## What you need to do
All records are to be reproduced verbatim, with images omitted.

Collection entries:

****************************************

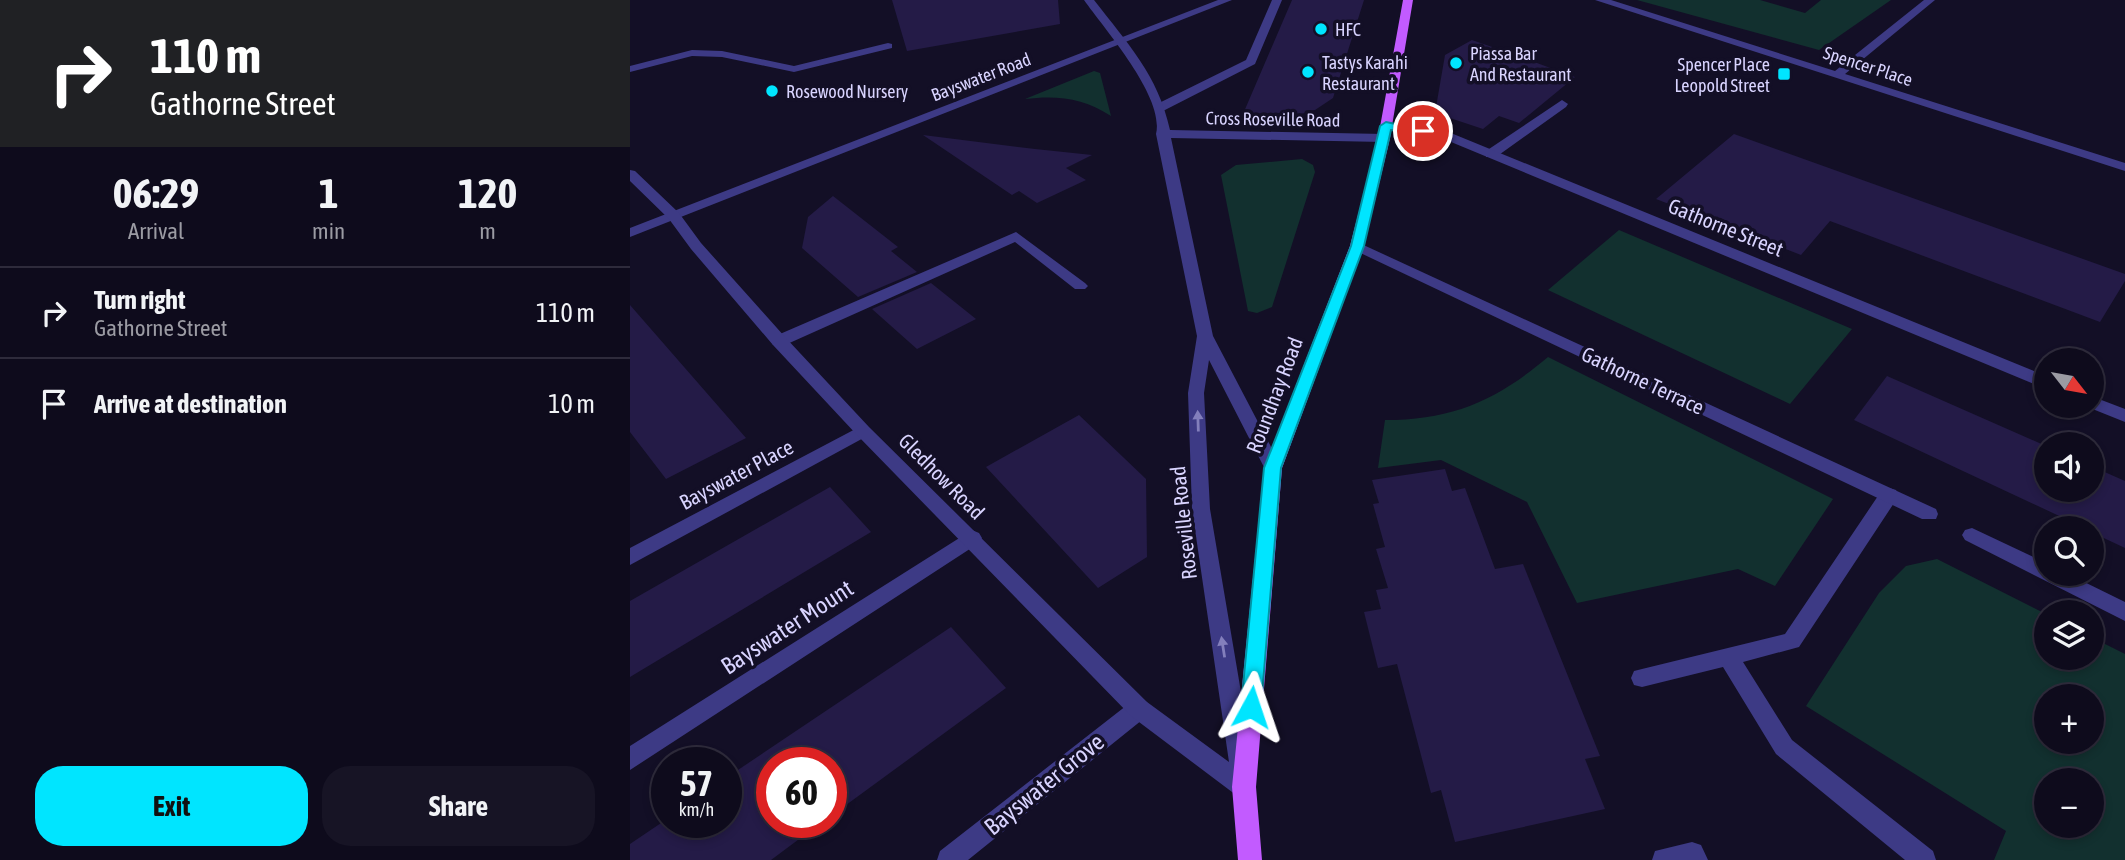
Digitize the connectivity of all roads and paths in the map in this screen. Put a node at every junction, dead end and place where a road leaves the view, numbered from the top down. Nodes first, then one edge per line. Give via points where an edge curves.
1 (1089, 0) edge
2 (1227, 0) edge
3 (1277, 0) edge
4 (1408, 0) edge
5 (1600, 0) edge
6 (1930, 0) edge
7 (1118, 41) junction
8 (888, 46) dead end
9 (630, 69) edge
10 (1837, 75) junction
11 (1562, 104) dead end
12 (1159, 108) junction
13 (1385, 132) junction
14 (1162, 134) junction
15 (1491, 155) junction
16 (2125, 167) edge
17 (630, 174) edge
18 (674, 216) junction
19 (630, 233) edge
20 (1357, 246) junction
21 (1080, 286) dead end
22 (1205, 336) junction
23 (779, 341) junction
24 (2034, 378) edge
25 (2104, 407) edge
26 (2125, 416) edge
27 (863, 430) junction
28 (1273, 468) junction
29 (1889, 495) junction
30 (1929, 514) dead end
31 (1972, 535) dead end
32 (972, 538) junction
33 (630, 556) edge
34 (2034, 566) edge
35 (2074, 586) edge
36 (2125, 612) edge
37 (1728, 656) junction
38 (1642, 678) dead end
39 (1139, 709) junction
40 (630, 759) edge
41 (1244, 787) junction
42 (949, 860) edge
43 (1250, 860) edge
44 (1664, 860) edge
45 (1696, 860) edge
46 (1924, 860) edge

1 - 7 street, Roseville Road
2 - 7 street, Bayswater Road
3 - 12 street via 1251,62
4 - 13 main road, Roundhay Road
5 - 10 street, Spencer Place
6 - 10 street
7 - 12 street, Roseville Road via 1145,74
7 - 18 street, Bayswater Road
8 - 9 street via 794,69 722,54 692,53
10 - 16 street, Spencer Place
11 - 15 street
12 - 14 street, Roseville Road
13 - 14 street, Cross Roseville Road
13 - 15 street, Gathorne Street via 1442,134
13 - 20 main road, Roundhay Road
14 - 22 street, Roseville Road
15 - 24 street, Gathorne Street
17 - 18 street, Gledhow Road
18 - 19 street, Bayswater Road
18 - 23 street, Gledhow Road
20 - 28 main road, Roundhay Road
20 - 29 street, Gathorne Terrace
21 - 23 street via 1016,236
22 - 28 street, Roseville Road
41 -> 22 street, Roseville Road via 1201,509 1196,393
23 - 27 street, Gledhow Road
25 - 26 street
27 - 32 street, Gledhow Road
27 - 33 street, Bayswater Place
28 - 41 main road, Roundhay Road
29 - 30 street, Gathorne Terrace
29 - 37 street via 1792,641
31 - 34 street
32 - 39 street, Gledhow Road
32 - 40 street, Bayswater Mount
35 - 36 street
37 - 38 street
37 - 46 street via 1784,747
39 - 41 street, Gledhow Road
39 - 42 street, Bayswater Grove
41 - 43 main road, Roundhay Road
44 - 45 street via 1692,854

****************************************

## Worked solution
Digitize the connectivity of all roads and paths in the map in this screen. Put a node at every junction, dead end and place where a road leaves the view, numbered from the top down. Nodes first, then one edge per line. Give via points where an edge curves.
1 (1089, 0) edge
2 (1227, 0) edge
3 (1277, 0) edge
4 (1408, 0) edge
5 (1600, 0) edge
6 (1930, 0) edge
7 (1118, 41) junction
8 (888, 46) dead end
9 (630, 69) edge
10 (1837, 75) junction
11 (1562, 104) dead end
12 (1159, 108) junction
13 (1385, 132) junction
14 (1162, 134) junction
15 (1491, 155) junction
16 (2125, 167) edge
17 (630, 174) edge
18 (674, 216) junction
19 (630, 233) edge
20 (1357, 246) junction
21 (1080, 286) dead end
22 (1205, 336) junction
23 (779, 341) junction
24 (2034, 378) edge
25 (2104, 407) edge
26 (2125, 416) edge
27 (863, 430) junction
28 (1273, 468) junction
29 (1889, 495) junction
30 (1929, 514) dead end
31 (1972, 535) dead end
32 (972, 538) junction
33 (630, 556) edge
34 (2034, 566) edge
35 (2074, 586) edge
36 (2125, 612) edge
37 (1728, 656) junction
38 (1642, 678) dead end
39 (1139, 709) junction
40 (630, 759) edge
41 (1244, 787) junction
42 (949, 860) edge
43 (1250, 860) edge
44 (1664, 860) edge
45 (1696, 860) edge
46 (1924, 860) edge

1 - 7 street, Roseville Road
2 - 7 street, Bayswater Road
3 - 12 street via 1251,62
4 - 13 main road, Roundhay Road
5 - 10 street, Spencer Place
6 - 10 street
7 - 12 street, Roseville Road via 1145,74
7 - 18 street, Bayswater Road
8 - 9 street via 794,69 722,54 692,53
10 - 16 street, Spencer Place
11 - 15 street
12 - 14 street, Roseville Road
13 - 14 street, Cross Roseville Road
13 - 15 street, Gathorne Street via 1442,134
13 - 20 main road, Roundhay Road
14 - 22 street, Roseville Road
15 - 24 street, Gathorne Street
17 - 18 street, Gledhow Road
18 - 19 street, Bayswater Road
18 - 23 street, Gledhow Road
20 - 28 main road, Roundhay Road
20 - 29 street, Gathorne Terrace
21 - 23 street via 1016,236
22 - 28 street, Roseville Road
41 -> 22 street, Roseville Road via 1201,509 1196,393
23 - 27 street, Gledhow Road
25 - 26 street
27 - 32 street, Gledhow Road
27 - 33 street, Bayswater Place
28 - 41 main road, Roundhay Road
29 - 30 street, Gathorne Terrace
29 - 37 street via 1792,641
31 - 34 street
32 - 39 street, Gledhow Road
32 - 40 street, Bayswater Mount
35 - 36 street
37 - 38 street
37 - 46 street via 1784,747
39 - 41 street, Gledhow Road
39 - 42 street, Bayswater Grove
41 - 43 main road, Roundhay Road
44 - 45 street via 1692,854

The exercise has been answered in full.